Wednesday, April 4th, 2007

Yonhap
4/4/2007

Despite years of economic hardship and an ongoing dispute over the dismantlement of its nuclear arms program, North Korea is once again setting up the mood for a nationwide celebration of the country’s largest holiday, the birthday of its late leader Kim Il-sung.

Kim, the founder of the North, died of heart failure on July 8, 1994, and his son Jong-il took power afterward in the first hereditary succession in a communist state. The junior Kim was officially named successor in 1980.

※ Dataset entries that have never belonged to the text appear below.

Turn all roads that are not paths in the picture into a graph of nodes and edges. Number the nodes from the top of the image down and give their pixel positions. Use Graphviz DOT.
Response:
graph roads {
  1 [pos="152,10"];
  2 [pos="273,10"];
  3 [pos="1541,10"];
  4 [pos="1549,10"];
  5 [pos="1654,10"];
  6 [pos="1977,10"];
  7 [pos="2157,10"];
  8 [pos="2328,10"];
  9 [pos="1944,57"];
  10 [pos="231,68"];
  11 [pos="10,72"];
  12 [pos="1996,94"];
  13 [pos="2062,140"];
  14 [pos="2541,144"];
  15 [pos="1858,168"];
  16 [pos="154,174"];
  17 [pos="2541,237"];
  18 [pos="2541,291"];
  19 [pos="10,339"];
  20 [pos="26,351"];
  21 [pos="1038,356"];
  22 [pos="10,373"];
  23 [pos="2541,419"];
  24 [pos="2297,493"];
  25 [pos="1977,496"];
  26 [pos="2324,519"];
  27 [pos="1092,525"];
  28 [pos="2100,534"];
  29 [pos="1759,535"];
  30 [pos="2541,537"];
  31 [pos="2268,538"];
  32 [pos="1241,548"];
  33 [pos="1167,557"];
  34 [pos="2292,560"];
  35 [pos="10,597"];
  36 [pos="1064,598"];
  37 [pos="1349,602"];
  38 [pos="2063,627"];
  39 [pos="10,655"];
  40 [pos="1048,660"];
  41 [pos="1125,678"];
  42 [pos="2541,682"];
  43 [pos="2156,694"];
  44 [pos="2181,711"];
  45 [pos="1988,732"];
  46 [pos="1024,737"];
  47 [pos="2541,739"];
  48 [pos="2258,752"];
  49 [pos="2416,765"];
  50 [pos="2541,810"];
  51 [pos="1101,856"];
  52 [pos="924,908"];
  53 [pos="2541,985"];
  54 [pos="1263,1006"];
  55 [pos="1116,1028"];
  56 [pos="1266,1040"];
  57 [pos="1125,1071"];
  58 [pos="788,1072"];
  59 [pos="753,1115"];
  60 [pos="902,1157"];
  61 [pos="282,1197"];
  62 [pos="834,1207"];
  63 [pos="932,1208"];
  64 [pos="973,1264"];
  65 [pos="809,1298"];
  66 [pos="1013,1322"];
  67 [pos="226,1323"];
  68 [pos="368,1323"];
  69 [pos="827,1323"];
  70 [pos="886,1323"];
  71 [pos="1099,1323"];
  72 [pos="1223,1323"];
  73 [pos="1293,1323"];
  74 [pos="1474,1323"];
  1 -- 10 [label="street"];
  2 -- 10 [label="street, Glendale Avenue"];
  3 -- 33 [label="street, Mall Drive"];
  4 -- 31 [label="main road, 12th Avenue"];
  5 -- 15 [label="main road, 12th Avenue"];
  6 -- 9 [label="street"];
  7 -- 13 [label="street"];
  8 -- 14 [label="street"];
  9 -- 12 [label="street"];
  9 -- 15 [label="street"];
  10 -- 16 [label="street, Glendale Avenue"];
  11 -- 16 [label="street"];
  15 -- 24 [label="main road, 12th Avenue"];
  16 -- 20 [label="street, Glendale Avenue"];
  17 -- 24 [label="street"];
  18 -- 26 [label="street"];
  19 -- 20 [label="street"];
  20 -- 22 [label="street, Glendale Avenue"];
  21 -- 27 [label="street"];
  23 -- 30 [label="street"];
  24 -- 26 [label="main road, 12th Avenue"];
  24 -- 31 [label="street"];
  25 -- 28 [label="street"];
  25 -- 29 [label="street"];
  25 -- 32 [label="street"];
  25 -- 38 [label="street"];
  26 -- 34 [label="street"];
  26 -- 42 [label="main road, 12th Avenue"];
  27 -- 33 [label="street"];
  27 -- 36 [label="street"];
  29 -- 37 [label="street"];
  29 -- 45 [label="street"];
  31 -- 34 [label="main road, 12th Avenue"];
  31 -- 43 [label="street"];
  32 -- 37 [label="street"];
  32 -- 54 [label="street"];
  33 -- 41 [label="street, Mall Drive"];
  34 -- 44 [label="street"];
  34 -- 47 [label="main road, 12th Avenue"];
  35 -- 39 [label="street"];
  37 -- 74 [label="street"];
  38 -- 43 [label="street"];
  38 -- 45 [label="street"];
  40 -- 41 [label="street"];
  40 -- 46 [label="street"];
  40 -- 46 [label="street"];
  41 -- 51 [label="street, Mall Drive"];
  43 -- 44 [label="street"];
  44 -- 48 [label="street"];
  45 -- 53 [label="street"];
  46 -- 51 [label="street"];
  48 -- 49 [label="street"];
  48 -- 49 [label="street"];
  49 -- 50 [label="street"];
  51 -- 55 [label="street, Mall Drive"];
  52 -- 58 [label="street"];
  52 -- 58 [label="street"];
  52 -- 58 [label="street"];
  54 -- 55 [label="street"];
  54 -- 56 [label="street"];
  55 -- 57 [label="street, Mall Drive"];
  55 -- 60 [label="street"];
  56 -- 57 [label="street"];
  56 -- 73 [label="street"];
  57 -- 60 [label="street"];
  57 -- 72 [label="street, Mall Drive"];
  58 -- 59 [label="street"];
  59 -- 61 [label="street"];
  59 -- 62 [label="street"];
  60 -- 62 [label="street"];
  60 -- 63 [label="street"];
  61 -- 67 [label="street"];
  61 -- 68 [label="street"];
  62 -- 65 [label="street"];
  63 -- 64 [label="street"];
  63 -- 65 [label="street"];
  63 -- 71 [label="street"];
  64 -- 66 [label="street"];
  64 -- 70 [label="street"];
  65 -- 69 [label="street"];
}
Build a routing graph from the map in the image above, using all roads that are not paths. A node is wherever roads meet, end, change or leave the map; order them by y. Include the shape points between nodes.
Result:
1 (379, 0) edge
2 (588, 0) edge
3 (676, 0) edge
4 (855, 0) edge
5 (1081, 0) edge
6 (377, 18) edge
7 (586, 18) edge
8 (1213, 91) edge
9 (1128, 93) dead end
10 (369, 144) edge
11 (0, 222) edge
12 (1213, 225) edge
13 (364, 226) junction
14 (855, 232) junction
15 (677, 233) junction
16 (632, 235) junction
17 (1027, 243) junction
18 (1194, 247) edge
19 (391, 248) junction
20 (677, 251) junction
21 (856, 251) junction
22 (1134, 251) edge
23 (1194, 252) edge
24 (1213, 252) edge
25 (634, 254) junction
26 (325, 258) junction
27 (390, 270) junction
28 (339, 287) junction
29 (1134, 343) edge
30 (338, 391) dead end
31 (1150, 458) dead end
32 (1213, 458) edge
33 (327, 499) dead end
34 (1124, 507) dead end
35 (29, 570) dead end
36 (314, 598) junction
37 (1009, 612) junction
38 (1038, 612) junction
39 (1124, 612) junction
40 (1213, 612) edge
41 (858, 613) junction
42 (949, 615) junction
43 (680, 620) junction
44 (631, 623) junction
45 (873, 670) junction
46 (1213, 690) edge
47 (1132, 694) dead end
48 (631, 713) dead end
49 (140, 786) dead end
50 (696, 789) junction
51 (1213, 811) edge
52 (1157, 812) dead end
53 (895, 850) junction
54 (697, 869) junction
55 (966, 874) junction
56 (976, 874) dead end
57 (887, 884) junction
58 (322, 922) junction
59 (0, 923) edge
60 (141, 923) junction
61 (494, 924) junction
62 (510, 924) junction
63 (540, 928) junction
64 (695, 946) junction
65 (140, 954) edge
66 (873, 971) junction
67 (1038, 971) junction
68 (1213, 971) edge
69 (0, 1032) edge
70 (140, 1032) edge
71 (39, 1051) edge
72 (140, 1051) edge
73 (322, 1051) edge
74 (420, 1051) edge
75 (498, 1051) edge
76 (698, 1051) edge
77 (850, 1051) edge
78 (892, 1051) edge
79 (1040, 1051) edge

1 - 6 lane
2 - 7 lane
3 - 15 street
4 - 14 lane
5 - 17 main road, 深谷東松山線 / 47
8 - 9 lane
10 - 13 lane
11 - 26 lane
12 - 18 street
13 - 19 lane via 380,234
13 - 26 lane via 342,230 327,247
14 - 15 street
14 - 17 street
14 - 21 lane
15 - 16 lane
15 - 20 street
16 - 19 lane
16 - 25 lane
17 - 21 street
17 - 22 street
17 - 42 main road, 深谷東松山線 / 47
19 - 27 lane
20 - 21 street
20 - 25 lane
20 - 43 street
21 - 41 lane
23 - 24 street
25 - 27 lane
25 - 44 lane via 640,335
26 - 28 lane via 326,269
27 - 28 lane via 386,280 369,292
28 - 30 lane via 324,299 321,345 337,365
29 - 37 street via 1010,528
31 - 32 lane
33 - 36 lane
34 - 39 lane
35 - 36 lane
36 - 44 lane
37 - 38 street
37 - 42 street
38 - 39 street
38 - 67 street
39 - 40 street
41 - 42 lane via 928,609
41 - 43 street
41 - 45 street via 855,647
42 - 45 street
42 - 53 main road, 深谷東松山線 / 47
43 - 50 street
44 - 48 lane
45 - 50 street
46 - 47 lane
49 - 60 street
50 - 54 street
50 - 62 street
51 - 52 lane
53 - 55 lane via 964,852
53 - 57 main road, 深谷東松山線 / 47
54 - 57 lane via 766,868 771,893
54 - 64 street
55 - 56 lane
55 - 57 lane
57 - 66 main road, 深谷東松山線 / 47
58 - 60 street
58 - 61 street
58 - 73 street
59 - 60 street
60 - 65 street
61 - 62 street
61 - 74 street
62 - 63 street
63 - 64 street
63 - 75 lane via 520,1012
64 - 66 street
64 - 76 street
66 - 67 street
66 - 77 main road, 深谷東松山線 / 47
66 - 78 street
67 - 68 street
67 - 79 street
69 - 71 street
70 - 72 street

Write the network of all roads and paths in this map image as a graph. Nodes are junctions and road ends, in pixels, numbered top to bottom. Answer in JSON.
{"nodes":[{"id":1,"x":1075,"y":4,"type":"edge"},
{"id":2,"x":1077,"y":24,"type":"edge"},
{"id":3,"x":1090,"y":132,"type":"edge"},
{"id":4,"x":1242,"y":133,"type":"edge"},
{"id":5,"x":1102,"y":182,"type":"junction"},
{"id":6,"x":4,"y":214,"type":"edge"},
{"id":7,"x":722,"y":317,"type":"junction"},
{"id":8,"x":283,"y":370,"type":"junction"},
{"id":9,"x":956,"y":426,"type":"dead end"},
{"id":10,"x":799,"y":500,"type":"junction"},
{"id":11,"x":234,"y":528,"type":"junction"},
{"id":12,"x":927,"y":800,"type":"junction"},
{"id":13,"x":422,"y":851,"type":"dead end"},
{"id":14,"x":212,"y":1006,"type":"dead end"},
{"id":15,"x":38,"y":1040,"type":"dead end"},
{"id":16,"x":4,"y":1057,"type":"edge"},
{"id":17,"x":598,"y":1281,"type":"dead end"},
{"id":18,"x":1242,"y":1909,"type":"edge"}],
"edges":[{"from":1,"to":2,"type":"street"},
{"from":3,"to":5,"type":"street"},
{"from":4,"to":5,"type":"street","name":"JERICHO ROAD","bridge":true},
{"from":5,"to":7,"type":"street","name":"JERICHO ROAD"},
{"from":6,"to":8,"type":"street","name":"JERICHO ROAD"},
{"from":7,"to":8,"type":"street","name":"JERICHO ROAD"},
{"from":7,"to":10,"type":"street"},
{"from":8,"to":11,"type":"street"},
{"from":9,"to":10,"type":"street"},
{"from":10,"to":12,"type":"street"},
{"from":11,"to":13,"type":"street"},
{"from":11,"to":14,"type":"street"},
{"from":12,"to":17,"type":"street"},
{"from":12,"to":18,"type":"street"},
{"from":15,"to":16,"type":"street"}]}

The celebrations follow weeks of festivities to mark leader Kim Jong-il’s birthday on Feb. 16, but they also come amid a dispute between Pyongyang and Washington over the North’s first steps toward ending its nuclear weapons program by mid-April.

A mass gymnastics event called “Arirang” is to begin in the North’s capital Pyongyang next Sunday to mark the 95th anniversary of the birth of the late leader, which falls on April 15, the North’s Korean Central News Agency (KCNA) reported Wednesday.

The Arirang festival was held in 2002 and 2005, but was called off abruptly last year due to floods, causing hundreds of U.S. and other Western citizens to cancel their planned trip to one of the world’s last remaining communist states. North Korea said it will organize the event in April and August every year.

The anniversary comes amid a stalemate in international negotiations over North Korea’s nuclear development program, which is adding to the country’s economic difficulties that followed nationwide floods and droughts and ensuing famine in the mid-1990s.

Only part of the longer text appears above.